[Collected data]

:::::

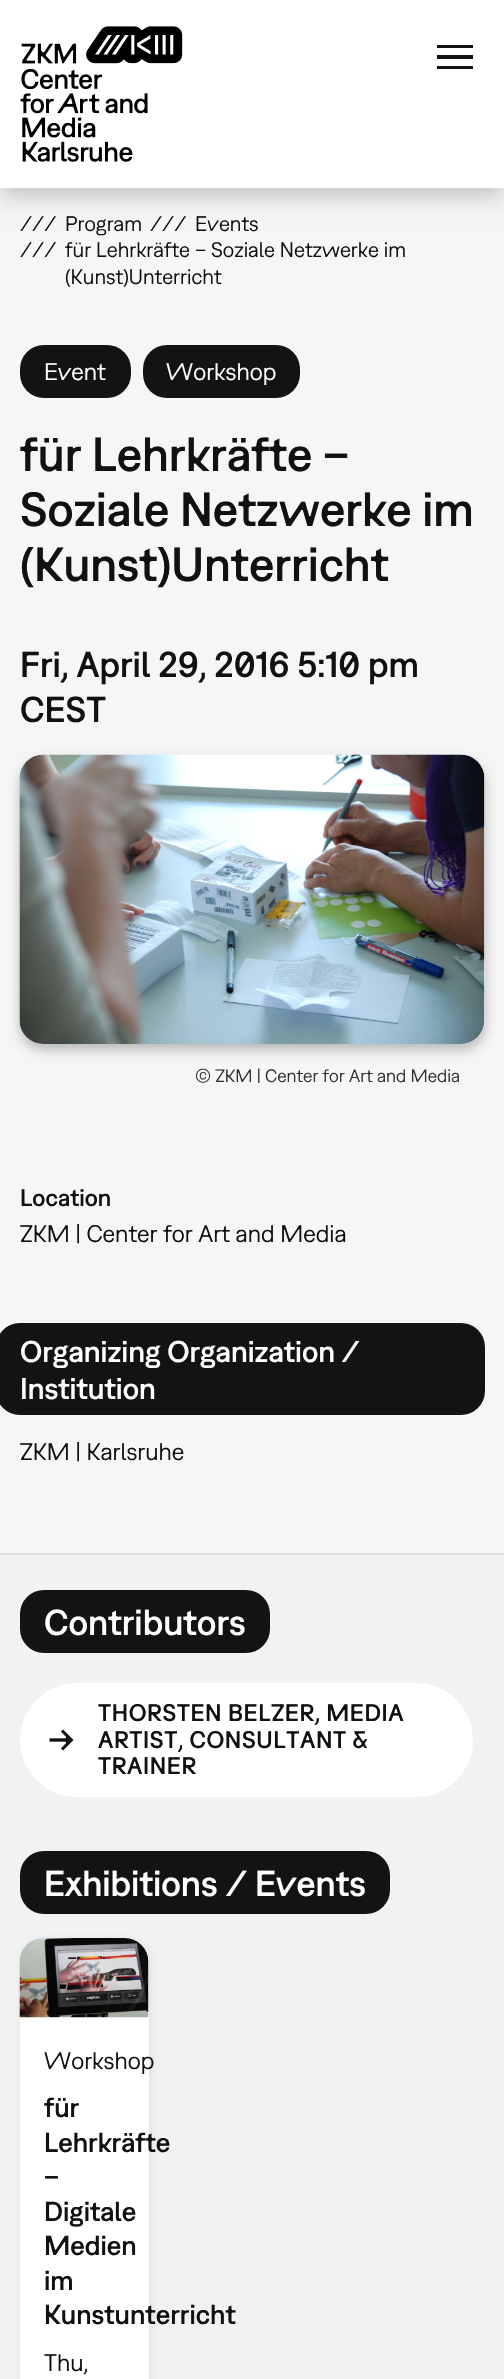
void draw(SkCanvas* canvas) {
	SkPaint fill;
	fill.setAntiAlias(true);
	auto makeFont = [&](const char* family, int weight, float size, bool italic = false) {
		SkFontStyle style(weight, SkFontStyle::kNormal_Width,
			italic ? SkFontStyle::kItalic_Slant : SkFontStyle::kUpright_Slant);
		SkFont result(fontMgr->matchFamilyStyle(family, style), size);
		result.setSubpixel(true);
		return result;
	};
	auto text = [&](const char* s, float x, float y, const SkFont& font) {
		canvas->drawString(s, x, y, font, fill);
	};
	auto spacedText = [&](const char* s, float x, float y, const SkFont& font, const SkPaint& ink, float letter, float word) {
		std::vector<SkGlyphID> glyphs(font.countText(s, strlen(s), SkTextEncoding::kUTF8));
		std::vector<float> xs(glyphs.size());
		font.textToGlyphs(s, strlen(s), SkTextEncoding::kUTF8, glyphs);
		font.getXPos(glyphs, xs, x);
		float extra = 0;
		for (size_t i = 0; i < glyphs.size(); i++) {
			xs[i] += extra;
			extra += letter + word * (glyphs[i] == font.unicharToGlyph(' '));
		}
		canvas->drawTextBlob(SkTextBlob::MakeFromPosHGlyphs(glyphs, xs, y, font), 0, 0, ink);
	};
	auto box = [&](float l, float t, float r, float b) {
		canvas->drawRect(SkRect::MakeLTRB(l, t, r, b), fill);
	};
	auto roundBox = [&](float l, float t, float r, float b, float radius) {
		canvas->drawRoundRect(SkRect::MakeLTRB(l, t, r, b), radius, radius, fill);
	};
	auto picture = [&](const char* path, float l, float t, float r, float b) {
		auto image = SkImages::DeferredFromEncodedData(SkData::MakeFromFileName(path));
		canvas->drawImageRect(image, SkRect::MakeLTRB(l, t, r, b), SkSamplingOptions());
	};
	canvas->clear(0xFFF6F6F6);
	fill.setColor(0x40000000);
	fill.setMaskFilter(SkMaskFilter::MakeBlur(kNormal_SkBlurStyle, 12));
	canvas->drawRect(SkRect::MakeLTRB(0, 6, 504, 194), fill);
	fill.setMaskFilter(nullptr);
	fill.setColor(0xFFFFFFFF);
	box(0, 0, 504, 188);
	picture("image0.png", 20, 26, 183, 162);
	fill.setColor(0xFF111111);
	box(437, 45, 473, 48);
	box(437, 55, 473, 59);
	box(437, 66, 473, 69);
	fill.setColor(0xFF131313);
	roundBox(20, 345, 131, 398, 24);
	roundBox(143, 345, 300, 398, 24);
	fill.setColor(0x40000000);
	fill.setMaskFilter(SkMaskFilter::MakeBlur(kNormal_SkBlurStyle, 6));
	canvas->drawRoundRect(SkRect::MakeLTRB(20, 761, 485, 1050), 24, 24, fill);
	fill.setMaskFilter(nullptr);
	fill.setColor(0xFFFFFFFF);
	roundBox(20, 755, 485, 1044, 24);
	picture("image1.png", 19, 754, 485, 1044);
	fill.setColor(0xFF131313);
	roundBox(-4, 1323, 485, 1415, 24);
	fill.setColor(0xFFF2F2F2);
	box(0, 1555, 504, 2379);
	fill.setColor(0xFFDEDEDE);
	box(0, 1553, 504, 1555);
	fill.setColor(0xFF131313);
	roundBox(20, 1590, 270, 1653, 24);
	fill.setColor(0xFFFFFFFF);
	roundBox(20, 1683, 473, 1797, 57);
	picture("image2.png", 49, 1729, 74, 1751);
	fill.setColor(0xFF131313);
	roundBox(20, 1851, 390, 1914, 24);
	fill.setColor(0x0D000000);
	fill.setMaskFilter(SkMaskFilter::MakeBlur(kNormal_SkBlurStyle, 3));
	canvas->drawRoundRect(SkRect::MakeLTRB(20, 1938, 153, 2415), 27, 27, fill);
	fill.setMaskFilter(nullptr);
	fill.setColor(0xFFFFFFFF);
	roundBox(20, 1938, 149, 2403, 24);
	canvas->drawPath(SkPathBuilder().moveTo(44, 1938).lineTo(125, 1938).cubicTo(138.5f, 1938, 149, 1948.5f, 149, 1962).lineTo(149, 2018).lineTo(20, 2018).lineTo(20, 1962).cubicTo(20, 1948.5f, 30.5f, 1938, 44, 1938).close().detach(), fill);
	picture("image3.png", 19, 1938, 149, 2018);
	auto font1 = makeFont("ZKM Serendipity", 400, 21);
	fill.setColor(0xFF111111);
	text("///", 20, 231, font1);
	text("Program", 65, 231, font1);
	text("///", 150, 231, font1);
	text("Events", 195, 231, font1);
	text("///", 20, 257, font1);
	text("für Lehrkräfte – Soziale Netzwerke im", 65, 257, font1);
	text("(Kunst)Unterricht", 65, 284, font1);
	auto font2 = makeFont("ZKM Serendipity", 400, 24);
	fill.setColor(0xFFFFFFFF);
	text("Event", 44, 380, font2);
	text("Workshop", 166, 380, font2);
	auto font3 = makeFont("ZKM Serendipity", 500, 48);
	fill.setColor(0xFF111111);
	text("für Lehrkräfte –", 20, 471, font3);
	text("Soziale Netzwerke im", 20, 526, font3);
	text("(Kunst)Unterricht", 20, 581, font3);
	auto font4 = makeFont("ZKM Serendipity", 500, 36);
	text("Fri, April 29, 2016 5:10 pm", 20, 677, font4);
	text("CEST", 20, 722, font4);
	auto font5 = makeFont("ZKM Serendipity", 400, 18);
	fill.setColor(0xFF333333);
	text("© ZKM | Center for Art and Media", 195, 1082, font5);
	auto font6 = makeFont("ZKM Serendipity", 500, 24);
	fill.setColor(0xFF111111);
	text("Location", 20, 1206, font6);
	text("ZKM | Center for Art and Media", 20, 1242, font2);
	auto font7 = makeFont("ZKM Serendipity", 500, 30);
	fill.setColor(0xFFFFFFFF);
	text("Organizing Organization /", 20, 1362, font7);
	text("Institution", 20, 1399, font7);
	fill.setColor(0xFF111111);
	text("ZKM | Karlsruhe", 20, 1460, font2);
	fill.setColor(0xFFFFFFFF);
	text("Contributors", 44, 1635, font4);
	fill.setColor(0xFF111111);
	spacedText("THORSTEN BELZER, MEDIA", 98, 1721, font6, fill, 0.6f, 0);
	spacedText("ARTIST, CONSULTANT &", 98, 1748, font6, fill, 0.6f, 0);
	spacedText("TRAINER", 98, 1774, font6, fill, 0.6f, 0);
	fill.setColor(0xFFFFFFFF);
	text("Exhibitions / Events", 44, 1896, font4);
	fill.setColor(0xFF111111);
	text("Workshop", 44, 2069, font2);
	auto font8 = makeFont("ZKM Serendipity", 500, 27.5f);
	text("für", 44, 2117, font8);
	text("Lehrkräfte", 44, 2152, font8);
	text("–", 44, 2186, font8);
	text("Digitale", 44, 2221, font8);
	text("Medien", 44, 2255, font8);
	text("im", 44, 2290, font8);
	text("Kunstunterricht", 44, 2324, font8);
	text("Thu,", 44, 2371, font2);
}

:::::

Using the data above, reproduce exactly the lines between those holding "extra += letter" and "auto roundBox = [&](float", inclusive, and no others.

**SOLVED PROBLEM:**
			extra += letter + word * (glyphs[i] == font.unicharToGlyph(' '));
		}
		canvas->drawTextBlob(SkTextBlob::MakeFromPosHGlyphs(glyphs, xs, y, font), 0, 0, ink);
	};
	auto box = [&](float l, float t, float r, float b) {
		canvas->drawRect(SkRect::MakeLTRB(l, t, r, b), fill);
	};
	auto roundBox = [&](float l, float t, float r, float b, float radius) {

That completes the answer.